Então, num repentino impulso, Margarida deitou-lhe os braços ao pescoço.
— Oh! Donald! =exclamou. — Que feliz me torna saber que posso ser a primeira!
Farley ficou imóvel, surpreendido com a repentina reação da rapariga. Mas esta aproximava já o seu rosto e oferecia-lhe os lábios com tão cândida sugestão, que Farley não foi capaz de resistir a provar a doçura do beijo, que estremecia como a gota de orvalho no cálice de uma rosa de fogo.
Durante uns instantes permaneceram estreitamente enlaçados. Depois, como se se apercebesse da sua fraqueza, Farley afrouxou a pressão dos seus braços e Margarida deixou resvalar a cabeça até apoiá-la no peito do americano.
Farley passou a mão por aquele cabelo brilhante e sedoso, acariciando a cabeça de Margarida com um sentimento de profunda veneração e carinho.
— Amo-te — murmurou ela, baixinho. — Nunca pude imaginar que o amor proporcionasse uma felicidade tão grande...
Farley continuava calado. O seu espírito sentia-se igualmente perturbado, mas à doce sensação que o amor de Margarida lhe causava unia-se um sentimento de vergonha e confusão.
De repente, de um ponto situado um pouco acima do rio, partiu o estampido de um tiro, e um grito penetrante rasgou o silêncio da noite.
Farley endireitou-se, sobressaltado. Apurou o ouvido, mas nenhum novo ruido voltou a ouvir-se.

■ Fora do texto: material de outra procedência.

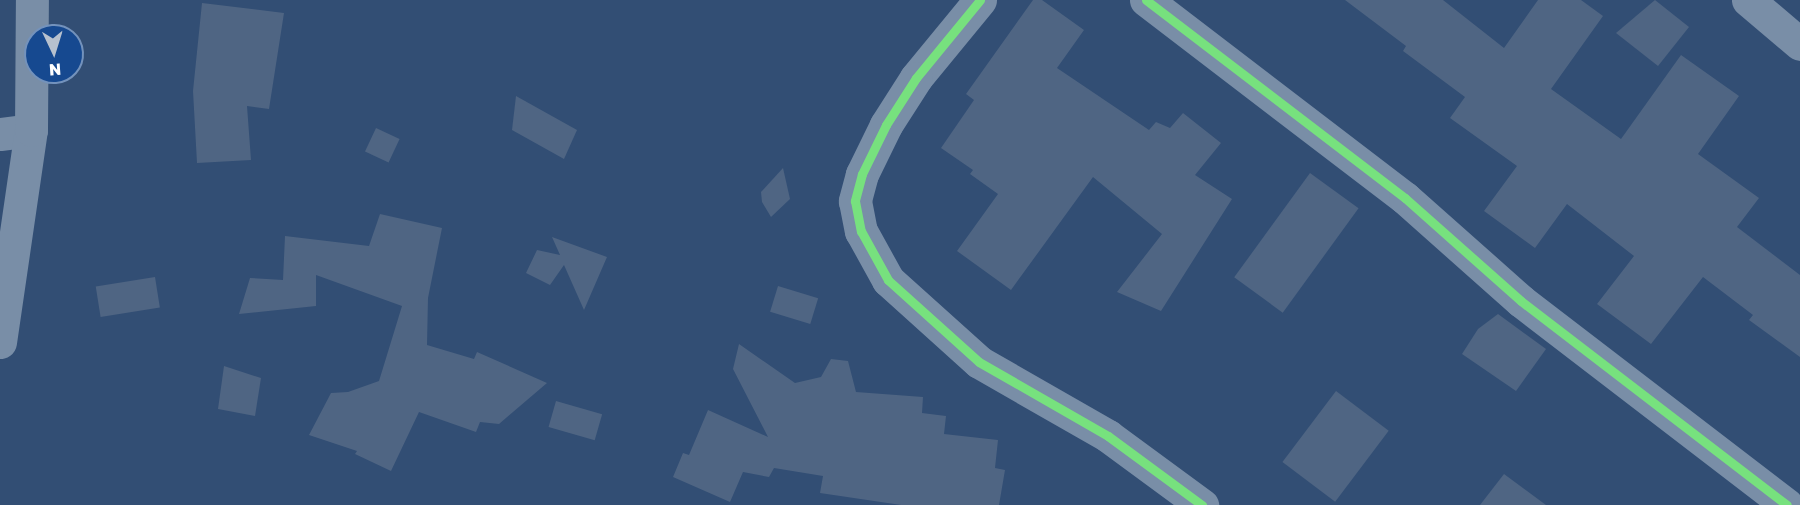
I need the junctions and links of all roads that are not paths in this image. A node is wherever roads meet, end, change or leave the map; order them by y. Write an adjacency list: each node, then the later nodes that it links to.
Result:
1 (32, 0): 6 (street)
2 (980, 0): 8 (street)
3 (1146, 0): 9 (street)
4 (1748, 0): 5 (street)
5 (1800, 44)
6 (16, 132): 7 (street)
7 (0, 342)
8 (1202, 505)
9 (1787, 505)

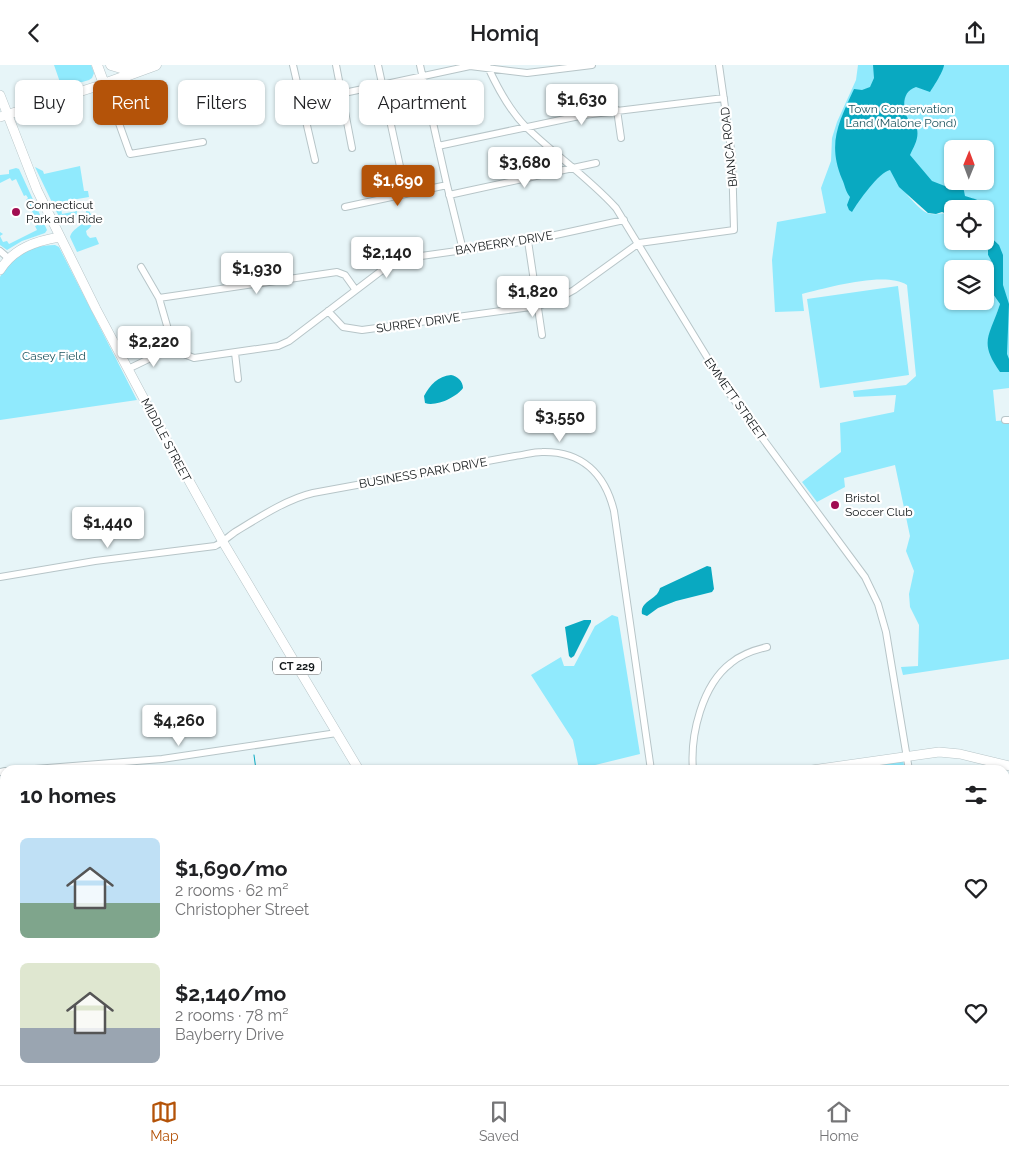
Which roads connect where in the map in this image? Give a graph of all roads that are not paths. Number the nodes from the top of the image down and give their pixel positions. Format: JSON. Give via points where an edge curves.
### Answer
{"nodes":[{"id":1,"x":97,"y":65,"type":"edge"},
{"id":2,"x":111,"y":65,"type":"edge"},
{"id":3,"x":154,"y":65,"type":"edge"},
{"id":4,"x":293,"y":65,"type":"edge"},
{"id":5,"x":336,"y":65,"type":"edge"},
{"id":6,"x":378,"y":65,"type":"edge"},
{"id":7,"x":420,"y":65,"type":"edge"},
{"id":8,"x":592,"y":65,"type":"edge"},
{"id":9,"x":719,"y":65,"type":"edge"},
{"id":10,"x":488,"y":66,"type":"edge"},
{"id":11,"x":422,"y":75,"type":"junction"},
{"id":12,"x":103,"y":80,"type":"edge"},
{"id":13,"x":115,"y":80,"type":"edge"},
{"id":14,"x":297,"y":80,"type":"edge"},
{"id":15,"x":339,"y":80,"type":"edge"},
{"id":16,"x":381,"y":80,"type":"edge"},
{"id":17,"x":400,"y":80,"type":"edge"},
{"id":18,"x":93,"y":88,"type":"edge"},
{"id":19,"x":0,"y":95,"type":"edge"},
{"id":20,"x":724,"y":98,"type":"junction"},
{"id":21,"x":617,"y":110,"type":"junction"},
{"id":22,"x":4,"y":116,"type":"edge"},
{"id":23,"x":119,"y":125,"type":"edge"},
{"id":24,"x":307,"y":125,"type":"edge"},
{"id":25,"x":347,"y":125,"type":"edge"},
{"id":26,"x":391,"y":125,"type":"edge"},
{"id":27,"x":526,"y":127,"type":"junction"},
{"id":28,"x":621,"y":138,"type":"dead end"},
{"id":29,"x":204,"y":142,"type":"dead end"},
{"id":30,"x":438,"y":146,"type":"junction"},
{"id":31,"x":352,"y":148,"type":"dead end"},
{"id":32,"x":315,"y":160,"type":"dead end"},
{"id":33,"x":596,"y":163,"type":"dead end"},
{"id":34,"x":574,"y":168,"type":"junction"},
{"id":35,"x":446,"y":185,"type":"junction"},
{"id":36,"x":406,"y":195,"type":"junction"},
{"id":37,"x":449,"y":195,"type":"junction"},
{"id":38,"x":345,"y":207,"type":"dead end"},
{"id":39,"x":624,"y":220,"type":"junction"},
{"id":40,"x":734,"y":230,"type":"joint"},
{"id":41,"x":60,"y":237,"type":"junction"},
{"id":42,"x":528,"y":241,"type":"junction"},
{"id":43,"x":639,"y":243,"type":"junction"},
{"id":44,"x":463,"y":250,"type":"junction"},
{"id":45,"x":0,"y":251,"type":"edge"},
{"id":46,"x":8,"y":258,"type":"junction"},
{"id":47,"x":141,"y":267,"type":"dead end"},
{"id":48,"x":0,"y":269,"type":"edge"},
{"id":49,"x":356,"y":289,"type":"junction"},
{"id":50,"x":159,"y":298,"type":"junction"},
{"id":51,"x":538,"y":306,"type":"junction"},
{"id":52,"x":328,"y":311,"type":"junction"},
{"id":53,"x":542,"y":335,"type":"dead end"},
{"id":54,"x":174,"y":350,"type":"junction"},
{"id":55,"x":235,"y":353,"type":"junction"},
{"id":56,"x":128,"y":369,"type":"junction"},
{"id":57,"x":238,"y":379,"type":"dead end"},
{"id":58,"x":223,"y":542,"type":"junction"},
{"id":59,"x":0,"y":577,"type":"edge"},
{"id":60,"x":767,"y":647,"type":"dead end"},
{"id":61,"x":337,"y":733,"type":"junction"},
{"id":62,"x":907,"y":756,"type":"junction"},
{"id":63,"x":86,"y":765,"type":"edge"},
{"id":64,"x":356,"y":765,"type":"edge"},
{"id":65,"x":650,"y":765,"type":"edge"},
{"id":66,"x":693,"y":765,"type":"edge"},
{"id":67,"x":846,"y":765,"type":"edge"},
{"id":68,"x":908,"y":765,"type":"edge"},
{"id":69,"x":1005,"y":765,"type":"edge"}],
"edges":[{"from":1,"to":12,"type":"highway"},
{"from":2,"to":3,"type":"highway","via":[[128,68]]},
{"from":3,"to":13,"type":"highway"},
{"from":4,"to":14,"type":"street"},
{"from":5,"to":15,"type":"street"},
{"from":6,"to":16,"type":"street"},
{"from":7,"to":11,"type":"street"},
{"from":8,"to":10,"type":"street","via":[[528,73]]},
{"from":9,"to":20,"type":"street","name":"BIANCA ROAD"},
{"from":10,"to":11,"type":"street"},
{"from":10,"to":27,"type":"street","name":"EMMETT STREET","via":[[511,108]]},
{"from":11,"to":17,"type":"street"},
{"from":11,"to":30,"type":"street"},
{"from":18,"to":22,"type":"main road"},
{"from":19,"to":22,"type":"main road","name":"MIDDLE STREET","number":"CT 229"},
{"from":20,"to":21,"type":"street"},
{"from":20,"to":40,"type":"street","name":"BIANCA ROAD","via":[[732,156]]},
{"from":21,"to":27,"type":"street"},
{"from":21,"to":28,"type":"street"},
{"from":22,"to":41,"type":"main road","name":"MIDDLE STREET","number":"CT 229"},
{"from":23,"to":29,"type":"street","via":[[130,154]]},
{"from":24,"to":32,"type":"street"},
{"from":25,"to":31,"type":"street"},
{"from":26,"to":36,"type":"street"},
{"from":27,"to":30,"type":"street"},
{"from":27,"to":34,"type":"street","name":"EMMETT STREET"},
{"from":30,"to":35,"type":"street"},
{"from":33,"to":34,"type":"street"},
{"from":34,"to":37,"type":"street"},
{"from":34,"to":39,"type":"street","name":"EMMETT STREET","via":[[607,198]]},
{"from":35,"to":36,"type":"street"},
{"from":35,"to":37,"type":"street"},
{"from":36,"to":38,"type":"street"},
{"from":37,"to":44,"type":"street"},
{"from":39,"to":42,"type":"street","name":"BAYBERRY DRIVE"},
{"from":39,"to":43,"type":"street","name":"EMMETT STREET"},
{"from":40,"to":43,"type":"street","name":"SURREY DRIVE"},
{"from":41,"to":46,"type":"main road","via":[[27,245]]},
{"from":41,"to":56,"type":"main road","name":"MIDDLE STREET","number":"CT 229"},
{"from":42,"to":44,"type":"street","name":"BAYBERRY DRIVE"},
{"from":42,"to":51,"type":"street"},
{"from":43,"to":51,"type":"street","name":"SURREY DRIVE","via":[[574,290]]},
{"from":43,"to":62,"type":"street","name":"EMMETT STREET","via":[[729,393],[865,577],[878,604],[886,632]]},
{"from":44,"to":49,"type":"street","name":"BAYBERRY DRIVE","via":[[395,262]]},
{"from":45,"to":46,"type":"street"},
{"from":46,"to":48,"type":"main road"},
{"from":47,"to":50,"type":"street"},
{"from":49,"to":50,"type":"street","via":[[345,275],[337,273]]},
{"from":49,"to":52,"type":"street","name":"BAYBERRY DRIVE"},
{"from":50,"to":54,"type":"street"},
{"from":51,"to":52,"type":"street","name":"SURREY DRIVE","via":[[362,330],[343,327]]},
{"from":51,"to":53,"type":"street"},
{"from":52,"to":55,"type":"street","name":"BAYBERRY DRIVE","via":[[278,346]]},
{"from":54,"to":55,"type":"street","name":"BAYBERRY DRIVE","via":[[194,358]]},
{"from":54,"to":56,"type":"street"},
{"from":55,"to":57,"type":"street"},
{"from":56,"to":58,"type":"main road","name":"MIDDLE STREET","number":"CT 229"},
{"from":58,"to":59,"type":"street","via":[[215,546]]},
{"from":58,"to":61,"type":"main road","name":"MIDDLE STREET","number":"CT 229"},
{"from":58,"to":65,"type":"street","name":"BUSINESS PARK DRIVE","via":[[307,494],[543,452],[580,460],[604,483],[614,511]]},
{"from":60,"to":66,"type":"street","via":[[750,651],[730,663],[710,689],[701,708],[693,741]]},
{"from":61,"to":63,"type":"street","via":[[162,759]]},
{"from":61,"to":64,"type":"main road","name":"MIDDLE STREET","number":"CT 229"},
{"from":62,"to":67,"type":"main road"},
{"from":62,"to":68,"type":"street","name":"EMMETT STREET"},
{"from":62,"to":69,"type":"main road","via":[[949,752]]}]}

— Que poderia ter sido? — inquiriu Margarida, encolhendo-se tremulamente contra o seu peito.
— Não faço ideia — respondeu o rapaz. Tal vez tenha acontecido qualquer coisa ao barqueiro. Tenho do ir averiguar.
— Não vás — balbuciou a rapariga, assustada. — Temo que te aconteça algum mal.
— Não tenhas medo — tranquilizou-a. — Voltarei em seguida. Sei como ocultar-me e, aconteça o que acontecer, não sais de aqui até que eu volte. Escondida não poderão encontrar-te.
Margarida ofereceu-lhe os lábios e Farley beijou-os de novo. Depois desprendeu-se dos seus braços e embrenhou-se nas trevas, na direção que tinha sido seguida por Manuel para ir em busca da barcaça.
 

 
Nota final: Terminam aqui as passagens associadas a «Rio Grande». O que acontecerá a Farley, a Margarida e às filhas de D. António só o saberá se ler o resto da obra. Talvez um dia a digitalizemos, mas, agora, temos de ficar por aqui…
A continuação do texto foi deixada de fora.